The final channel to be rebranded was UKTV Food, on 22 June 2009 as Good Food, to tie in with the BBC magazine of the same name. In June 2009, a final major tweak to these new brands occurred when, for promotional purposes, trailers began to use the same style and all channels began to use a circle-shaped variation of their logo to show that they were part of one network, making cross-channel promotion easier than previously.

On 14 June 2011, UKTV announced it would be launching Really on Freeview channel 20 on 2 August 2011. This resulted in the timeshift channel Dave ja vu broadcasting reduced hours of 02:0004:00 on Freeview only to keep the EPG number available for future use.
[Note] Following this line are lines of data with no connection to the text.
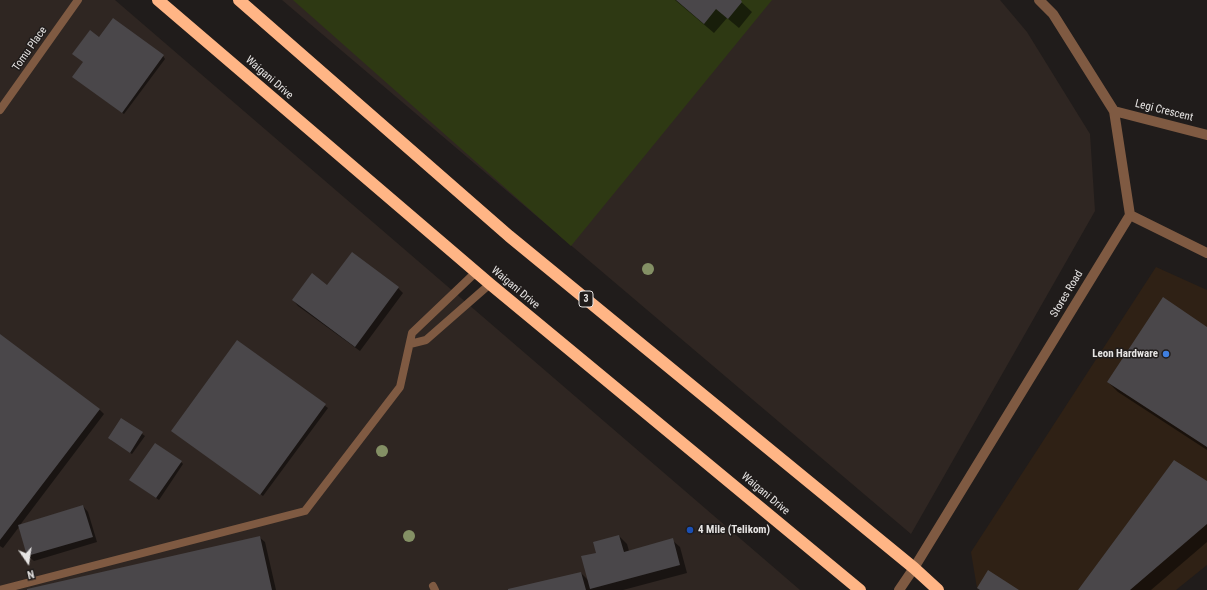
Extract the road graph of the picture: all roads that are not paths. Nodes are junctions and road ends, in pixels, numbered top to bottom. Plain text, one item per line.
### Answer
1 (78, 0) edge
2 (158, 0) edge
3 (240, 0) edge
4 (1040, 0) edge
5 (0, 110) edge
6 (1114, 110) junction
7 (1207, 135) edge
8 (1130, 215) junction
9 (1207, 253) edge
10 (476, 272) junction
11 (490, 284) junction
12 (410, 344) junction
13 (914, 568) junction
14 (0, 590) edge
15 (860, 590) edge
16 (899, 590) edge
17 (938, 590) edge

1 - 5 lane, Tomu Place
2 - 10 highway, Waigani Drive
3 - 13 highway, 3
4 - 6 street
6 - 7 street, Legi Crescent
6 - 8 street
8 - 9 street
8 - 13 street, Stores Road
10 - 11 highway, Waigani Drive
10 - 12 lane
11 - 12 lane
11 - 15 highway, Waigani Drive
12 - 14 lane
13 - 16 street, Stores Road
13 - 17 highway, 3

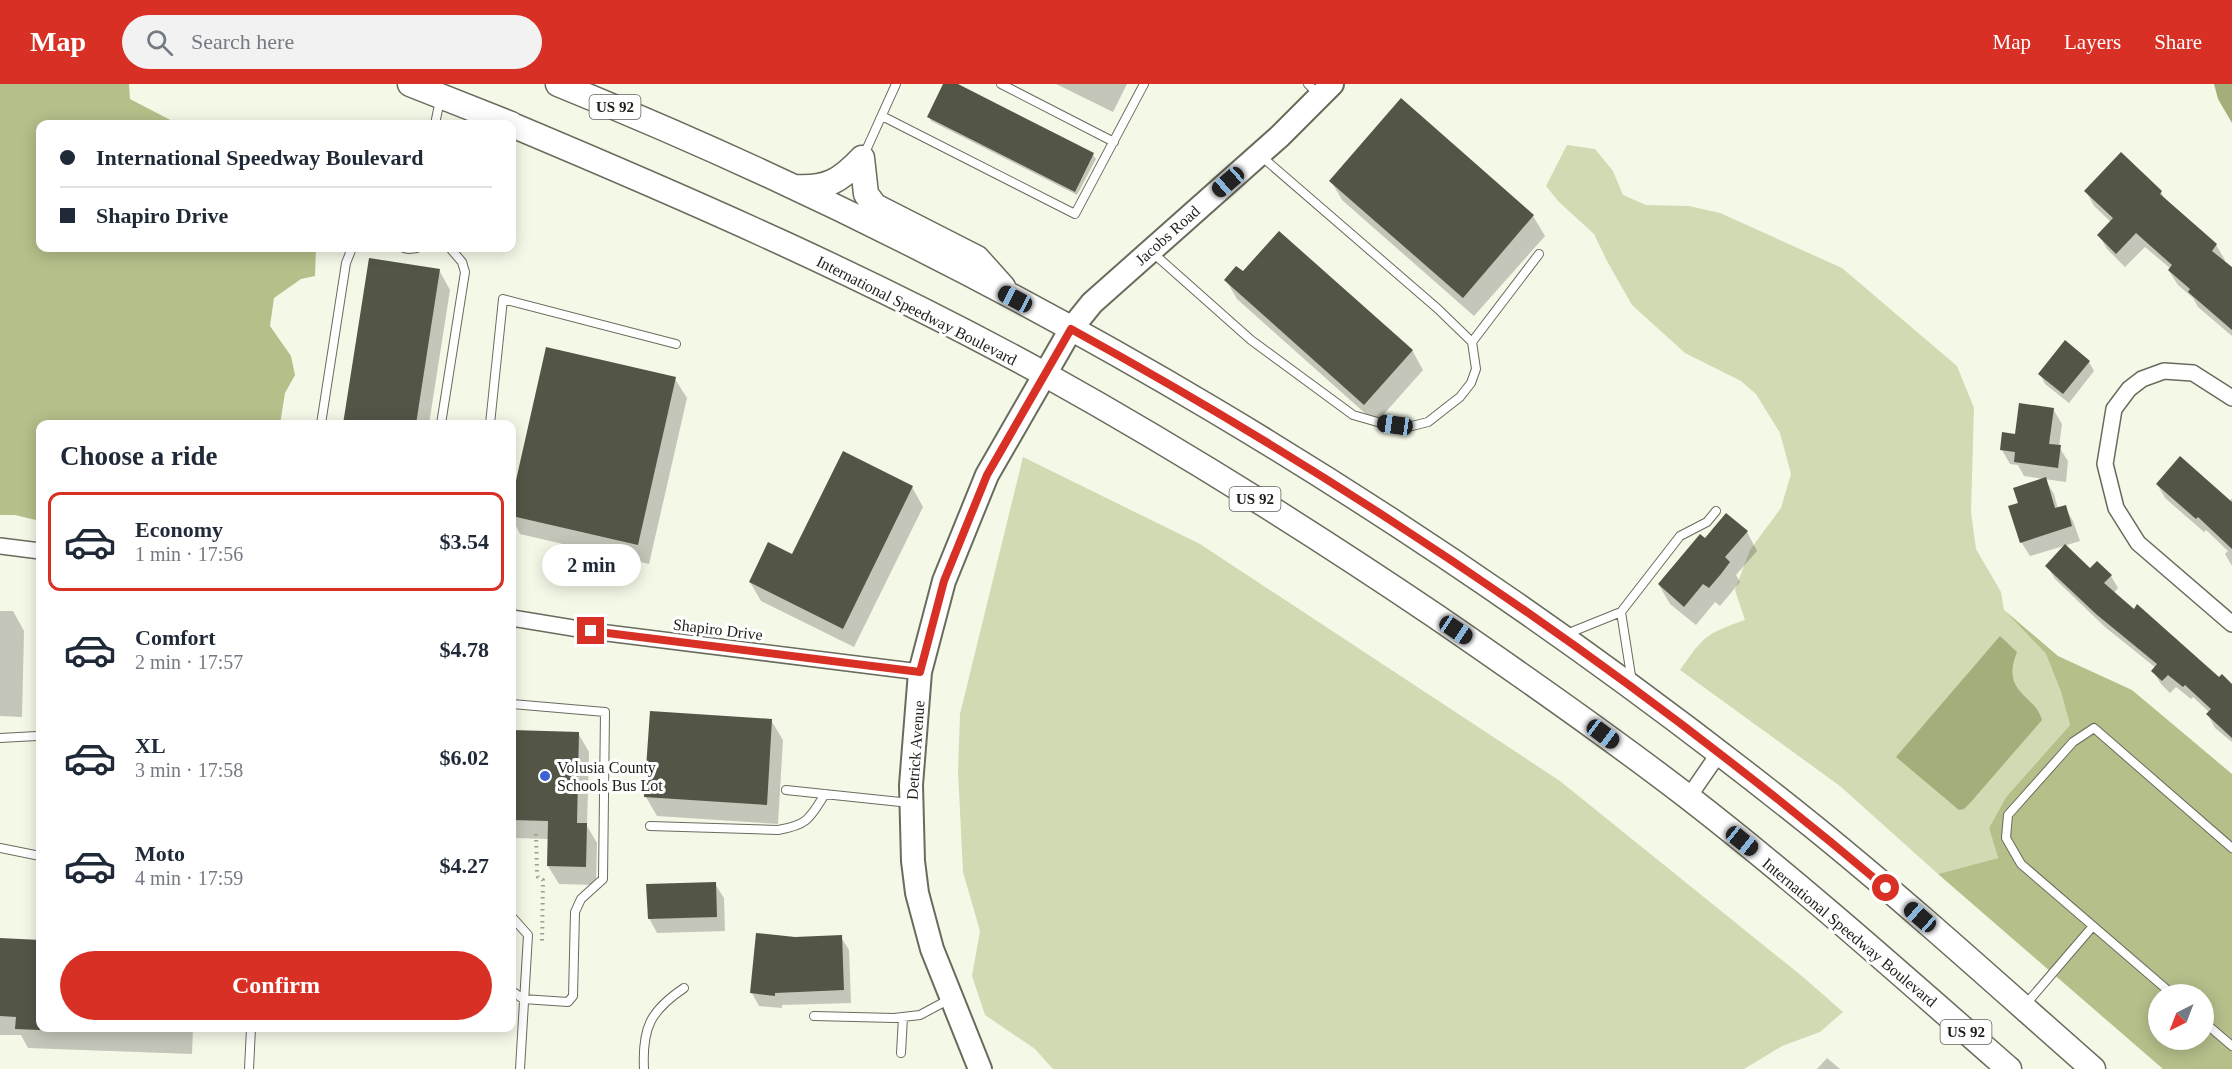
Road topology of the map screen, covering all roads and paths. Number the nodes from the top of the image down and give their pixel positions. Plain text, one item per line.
1 (410, 84) edge
2 (558, 84) edge
3 (896, 84) edge
4 (1001, 84) edge
5 (1144, 84) edge
6 (1320, 88) edge
7 (443, 90) edge
8 (882, 116) junction
9 (436, 120) edge
10 (501, 120) edge
11 (516, 127) edge
12 (1114, 142) junction
13 (1259, 154) junction
14 (862, 158) junction
15 (793, 187) junction
16 (1149, 250) junction
17 (350, 252) edge
18 (453, 252) edge
19 (1539, 254) dead end
20 (1015, 299) junction
21 (1071, 329) junction
22 (1472, 342) junction
23 (676, 344) dead end
24 (1044, 374) junction
25 (2232, 398) edge
26 (322, 420) edge
27 (442, 420) edge
28 (490, 420) edge
29 (1716, 511) dead end
30 (0, 546) edge
31 (36, 550) edge
32 (1622, 612) junction
33 (516, 619) edge
34 (2232, 624) edge
35 (1560, 636) junction
36 (920, 672) junction
37 (1633, 689) junction
38 (516, 704) edge
39 (36, 736) edge
40 (0, 738) edge
41 (1719, 753) junction
42 (786, 790) dead end
43 (825, 794) junction
44 (1688, 798) junction
45 (911, 803) junction
46 (650, 825) dead end
47 (0, 848) edge
48 (2232, 848) edge
49 (36, 855) edge
50 (516, 922) edge
51 (2093, 926) junction
52 (2160, 984) edge
53 (684, 988) dead end
54 (516, 994) edge
55 (952, 998) junction
56 (523, 999) junction
57 (2023, 1007) junction
58 (814, 1016) dead end
59 (903, 1017) junction
60 (2214, 1031) edge
61 (251, 1032) edge
62 (2232, 1046) edge
63 (901, 1053) dead end
64 (249, 1069) edge
65 (520, 1069) edge
66 (644, 1069) edge
67 (980, 1069) edge
68 (2009, 1069) edge
69 (2094, 1069) edge

1 - 7 main road, International Speedway Boulevard / US 92
2 - 15 main road, US 92
3 - 8 lane
4 - 12 lane
5 - 12 lane
6 - 13 street, Jacobs Road
7 - 9 lane
7 - 10 main road, International Speedway Boulevard / US 92
8 - 12 lane
8 - 14 lane
11 - 24 main road, International Speedway Boulevard / US 92
13 - 16 street, Jacobs Road
13 - 22 lane
14 - 15 main road
14 - 20 main road
15 - 20 main road, US 92
16 - 21 street, Jacobs Road
16 - 22 lane
17 - 26 lane
18 - 27 lane
19 - 22 lane
20 - 21 main road, US 92
21 - 24 street, Jacobs Road
21 - 35 main road, US 92
23 - 28 lane
24 - 36 street, Detrick Avenue
24 - 44 main road, International Speedway Boulevard / US 92
25 - 34 street
29 - 32 lane
30 - 31 street
32 - 35 lane
32 - 37 lane
33 - 36 street, Shapiro Drive
35 - 37 main road, US 92
36 - 45 street, Detrick Avenue
37 - 41 main road, US 92
38 - 56 lane
39 - 40 lane
41 - 44 street
41 - 57 main road, US 92
42 - 43 lane
43 - 45 lane
43 - 46 lane
44 - 68 main road, International Speedway Boulevard / US 92
45 - 55 street, Detrick Avenue
47 - 49 lane
48 - 51 lane
50 - 56 lane
51 - 52 lane
51 - 57 lane
53 - 66 lane
54 - 56 lane
55 - 59 lane
55 - 67 street, Detrick Avenue
56 - 65 lane
57 - 69 main road, US 92
58 - 59 lane
59 - 63 lane
60 - 62 lane
61 - 64 lane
Really was the third of UKTV's ten brands to launch on Freeview.

=== Scripps Networks Interactive acquisition ===
Virgin Media were in talks, with a number of interested parties, to sell its 50% stake in UKTV. Bidders included Scripps Networks Interactive (a spin-off of the E. W. Scripps Company's cable television networks and online assets), Discovery Communications, ITV and Channel 4. Channel 4 was the least interested party, and Discovery had made offers that had been rejected. BSkyB was also said to be interested. BBC Worldwide held first refusal rights and could exercise control over who bought the stake.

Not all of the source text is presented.